• **PROBLEM REQUIREMENTS**: Please restate the lines shown below exactly, every one of them.

• **SOURCE INFORMATION**:
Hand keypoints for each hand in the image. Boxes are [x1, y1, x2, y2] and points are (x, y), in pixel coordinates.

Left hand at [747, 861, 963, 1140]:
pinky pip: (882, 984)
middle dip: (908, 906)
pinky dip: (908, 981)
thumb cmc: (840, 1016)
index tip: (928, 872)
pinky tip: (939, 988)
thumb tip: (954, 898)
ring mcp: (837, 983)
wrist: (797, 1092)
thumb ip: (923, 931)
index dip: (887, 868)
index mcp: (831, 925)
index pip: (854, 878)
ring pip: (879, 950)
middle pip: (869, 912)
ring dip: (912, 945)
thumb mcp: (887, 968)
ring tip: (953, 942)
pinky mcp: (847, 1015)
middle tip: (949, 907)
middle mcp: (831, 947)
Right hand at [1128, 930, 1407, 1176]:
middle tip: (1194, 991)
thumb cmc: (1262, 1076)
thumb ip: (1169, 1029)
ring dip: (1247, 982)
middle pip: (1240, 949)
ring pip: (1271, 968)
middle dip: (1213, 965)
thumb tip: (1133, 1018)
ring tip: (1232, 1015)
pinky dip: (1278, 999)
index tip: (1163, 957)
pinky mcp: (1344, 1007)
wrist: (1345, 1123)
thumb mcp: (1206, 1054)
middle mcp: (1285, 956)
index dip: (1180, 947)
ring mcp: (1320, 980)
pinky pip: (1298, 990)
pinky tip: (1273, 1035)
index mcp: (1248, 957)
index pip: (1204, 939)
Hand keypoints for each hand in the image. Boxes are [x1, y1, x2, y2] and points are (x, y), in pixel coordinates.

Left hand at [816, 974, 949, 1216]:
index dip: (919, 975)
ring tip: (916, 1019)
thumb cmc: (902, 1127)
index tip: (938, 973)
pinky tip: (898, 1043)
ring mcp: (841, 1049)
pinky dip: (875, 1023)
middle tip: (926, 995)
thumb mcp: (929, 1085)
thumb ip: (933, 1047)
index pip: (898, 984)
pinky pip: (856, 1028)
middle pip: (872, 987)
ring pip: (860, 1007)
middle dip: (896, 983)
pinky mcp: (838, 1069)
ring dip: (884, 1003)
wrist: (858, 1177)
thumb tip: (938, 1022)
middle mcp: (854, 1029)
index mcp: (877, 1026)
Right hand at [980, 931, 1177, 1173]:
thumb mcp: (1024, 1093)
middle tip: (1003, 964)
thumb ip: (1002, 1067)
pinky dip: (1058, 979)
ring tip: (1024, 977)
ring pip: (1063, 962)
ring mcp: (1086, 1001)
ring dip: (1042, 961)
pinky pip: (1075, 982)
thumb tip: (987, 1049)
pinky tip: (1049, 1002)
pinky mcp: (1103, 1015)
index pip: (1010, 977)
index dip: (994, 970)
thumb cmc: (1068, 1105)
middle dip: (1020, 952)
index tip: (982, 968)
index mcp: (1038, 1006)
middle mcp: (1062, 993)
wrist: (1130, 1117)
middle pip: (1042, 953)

• **TASK RESULT**:
Hand keypoints for each hand in the image. Boxes are [x1, y1, x2, y2] and points are (x, y), in pixel coordinates.

Left hand at [747, 861, 963, 1140]:
pinky pip: (882, 984)
middle dip: (908, 906)
pinky dip: (908, 981)
thumb cmc: (840, 1016)
index tip: (928, 872)
pinky tip: (939, 988)
thumb tip: (954, 898)
ring mcp: (837, 983)
wrist: (797, 1092)
thumb ip: (923, 931)
index dip: (887, 868)
index mcp: (831, 925)
index pip: (854, 878)
ring pip: (879, 950)
middle pip: (869, 912)
ring dip: (912, 945)
thumb mcp: (887, 968)
ring tip: (953, 942)
pinky mcp: (847, 1015)
middle tip: (949, 907)
middle mcp: (831, 947)
Right hand at [1128, 930, 1407, 1176]:
middle tip: (1194, 991)
thumb cmc: (1262, 1076)
thumb ip: (1169, 1029)
ring dip: (1247, 982)
middle pip: (1240, 949)
ring pip: (1271, 968)
middle dip: (1213, 965)
thumb tip: (1133, 1018)
ring tip: (1232, 1015)
pinky dip: (1278, 999)
index tip: (1163, 957)
pinky mcp: (1344, 1007)
wrist: (1345, 1123)
thumb mcp: (1206, 1054)
middle mcp: (1285, 956)
index dip: (1180, 947)
ring mcp: (1320, 980)
pinky pip: (1298, 990)
pinky tip: (1273, 1035)
index mcp: (1248, 957)
index pip: (1204, 939)
Hand keypoints for each hand in the image. Boxes are [x1, y1, x2, y2] and points are (x, y), in pixel coordinates.

Left hand at [816, 974, 949, 1216]:
index dip: (919, 975)
ring tip: (916, 1019)
thumb cmc: (902, 1127)
index tip: (938, 973)
pinky tip: (898, 1043)
ring mcp: (841, 1049)
pinky dip: (875, 1023)
middle tip: (926, 995)
thumb mcp: (929, 1085)
thumb ip: (933, 1047)
index pip: (898, 984)
pinky pip: (856, 1028)
middle pip: (872, 987)
ring pip: (860, 1007)
middle dip: (896, 983)
pinky mcp: (838, 1069)
ring dip: (884, 1003)
wrist: (858, 1177)
thumb tip: (938, 1022)
middle mcp: (854, 1029)
index mcp: (877, 1026)
Right hand at [980, 931, 1177, 1173]:
thumb mcp: (1024, 1093)
middle tip: (1003, 964)
thumb ip: (1002, 1067)
pinky dip: (1058, 979)
ring tip: (1024, 977)
ring pip: (1063, 962)
ring mcp: (1086, 1001)
ring dip: (1042, 961)
pinky pip: (1075, 982)
thumb tip: (987, 1049)
pinky tip: (1049, 1002)
pinky mcp: (1103, 1015)
index pip: (1010, 977)
index dip: (994, 970)
thumb cmc: (1068, 1105)
middle dip: (1020, 952)
index tip: (982, 968)
index mcp: (1038, 1006)
middle mcp: (1062, 993)
wrist: (1130, 1117)
middle pip: (1042, 953)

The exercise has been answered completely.